Topsy’s technology was created to ingest huge amounts of authored content, with Twitter as its primary data source — all 400 million tweets a day, with an index that goes back multiple years. Topsy also does a full public scrape of Google Plus and indexes that data. It offers its own sentiment classification and dictionary scheme tuned for tweets, takes every link published in tweets and unpacks them to their native states to produce measurements around them, provides a geoinference model to see where people are communicating from (to the country level today but soon to city and state level), and also can deliver an influence and author graph.

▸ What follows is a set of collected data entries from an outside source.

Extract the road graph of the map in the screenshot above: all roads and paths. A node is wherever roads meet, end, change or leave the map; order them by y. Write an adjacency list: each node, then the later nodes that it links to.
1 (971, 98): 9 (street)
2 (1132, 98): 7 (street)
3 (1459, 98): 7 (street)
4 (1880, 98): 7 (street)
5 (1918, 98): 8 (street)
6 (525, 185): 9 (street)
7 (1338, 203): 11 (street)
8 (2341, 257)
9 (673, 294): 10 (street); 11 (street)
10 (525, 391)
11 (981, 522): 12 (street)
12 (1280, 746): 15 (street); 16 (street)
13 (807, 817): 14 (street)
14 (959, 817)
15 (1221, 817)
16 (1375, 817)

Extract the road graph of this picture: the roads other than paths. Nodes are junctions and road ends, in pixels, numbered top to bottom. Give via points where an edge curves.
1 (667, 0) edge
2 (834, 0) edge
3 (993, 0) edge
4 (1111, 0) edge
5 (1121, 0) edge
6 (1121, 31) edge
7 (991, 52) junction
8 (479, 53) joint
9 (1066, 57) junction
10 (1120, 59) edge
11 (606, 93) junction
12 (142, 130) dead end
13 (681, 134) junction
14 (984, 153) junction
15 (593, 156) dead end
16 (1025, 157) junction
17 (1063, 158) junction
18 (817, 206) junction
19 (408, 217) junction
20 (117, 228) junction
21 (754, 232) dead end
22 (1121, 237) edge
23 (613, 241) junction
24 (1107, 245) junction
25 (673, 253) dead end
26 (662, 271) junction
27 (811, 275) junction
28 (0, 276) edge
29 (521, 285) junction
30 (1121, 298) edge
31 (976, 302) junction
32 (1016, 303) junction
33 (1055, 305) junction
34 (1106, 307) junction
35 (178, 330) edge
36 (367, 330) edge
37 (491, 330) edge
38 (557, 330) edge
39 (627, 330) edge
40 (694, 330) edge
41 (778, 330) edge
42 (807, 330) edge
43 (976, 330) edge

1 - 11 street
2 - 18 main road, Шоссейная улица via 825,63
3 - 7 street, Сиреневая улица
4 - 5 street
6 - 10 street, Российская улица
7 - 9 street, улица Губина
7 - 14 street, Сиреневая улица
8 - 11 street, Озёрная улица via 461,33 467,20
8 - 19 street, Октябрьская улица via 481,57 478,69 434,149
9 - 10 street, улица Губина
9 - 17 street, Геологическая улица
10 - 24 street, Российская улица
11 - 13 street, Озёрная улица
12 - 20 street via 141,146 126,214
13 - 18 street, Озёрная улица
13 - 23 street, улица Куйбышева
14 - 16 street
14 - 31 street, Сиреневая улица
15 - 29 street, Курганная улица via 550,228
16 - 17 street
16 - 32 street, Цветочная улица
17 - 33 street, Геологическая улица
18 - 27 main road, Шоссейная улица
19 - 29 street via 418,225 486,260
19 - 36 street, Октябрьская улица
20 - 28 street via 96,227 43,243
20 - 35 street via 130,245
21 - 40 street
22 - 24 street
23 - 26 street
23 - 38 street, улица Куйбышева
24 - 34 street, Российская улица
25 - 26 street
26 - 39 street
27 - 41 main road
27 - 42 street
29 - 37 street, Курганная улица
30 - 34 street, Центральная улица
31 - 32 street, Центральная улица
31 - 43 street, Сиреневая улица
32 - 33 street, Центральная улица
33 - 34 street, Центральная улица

“The new UI lets people take advantage of all the outputs from that processing,” says Topsy chief revenue officer Eddie Smith. From the Topsy Pro Analytics dashboard users can search terms to analyze top posts (those most relevant to the search query), top links, and volume metrics, and also have the service propagate up new terms related to those they are analyzing (perhaps a new way people are referencing a product) to grow their data points and expand their analysis. “There is no other place on the planet right now where you can take any keyword or term and look at real-time and multi-year historical results for that term using the full corpus of Twitter,” Smith says.

Use cases he proposes for such analysis range from marketing to publishing – any industry doing content analysis could find value in understanding and quantifying those signals from Twitter for their own or competitive domains, and even dive deeper with a click, for instance, to drill in and see what drove a spike. “So it’s not just metrics but you can go back in time to see significant tweets that drove that,” he says.

Besides keyword analysis, part of the service’s processing is unpacking every single link communicated in tweets. “In the UI that gives very powerful ways to do domain and link analysis using Twitter as a signal to understand what content people are paying attention to,” says Smith. “So Google which scours the whole web is a huge corpus of data, but you don’t really understand what is important or what people are paying attention to. Our signal to understand what content is most important uses various measurements to quantify the extent of that attention.” Although it doesn’t index Facebook data, as that service doesn’t offer a full public API, the links people communicate over Twitter provide the service with a lot of signal about what people are paying attention to there.

Trending metrics focus on momentum, acceleration and peak. So, users can discover, from the weight placed on more recent activity for momentum, when something is taking off now, or when something topped out in interest. “For content publishers and those trying to understand what links on the web are starting to trend by any domain, this is powerful analysis. It can give publishers a sense of where to look next or what stories to follow up on,” Smith says. Agencies, he notes, use such analysis to understand what content is trending across a group of domains, say, those related to health and beauty, so that they can play to that popularity in the content they’re producing.

Providing insight into where tweets hail from lets users see all mentions around the globe of the keyword they are exploring, identifying what country each mention is from and providing distribution by country of the number of mentions and more importantly the relative concentration of mentions by country for that term. “Just the number of mentions tends to skew to population centers,” Smith notes.

Topsy Pro Analytics also will be available at what Smith says will be “disruptive public pricing.” He won’t provide specific costs but says that all social analytics solutions up to now take the method of grabbing data, analyzing and presenting it, which has a variable cost. Topsy, however, “already has all the data, so we charge a flat monthly fee for all analysis you can do in real-time as far back in time for as many keywords as you want.”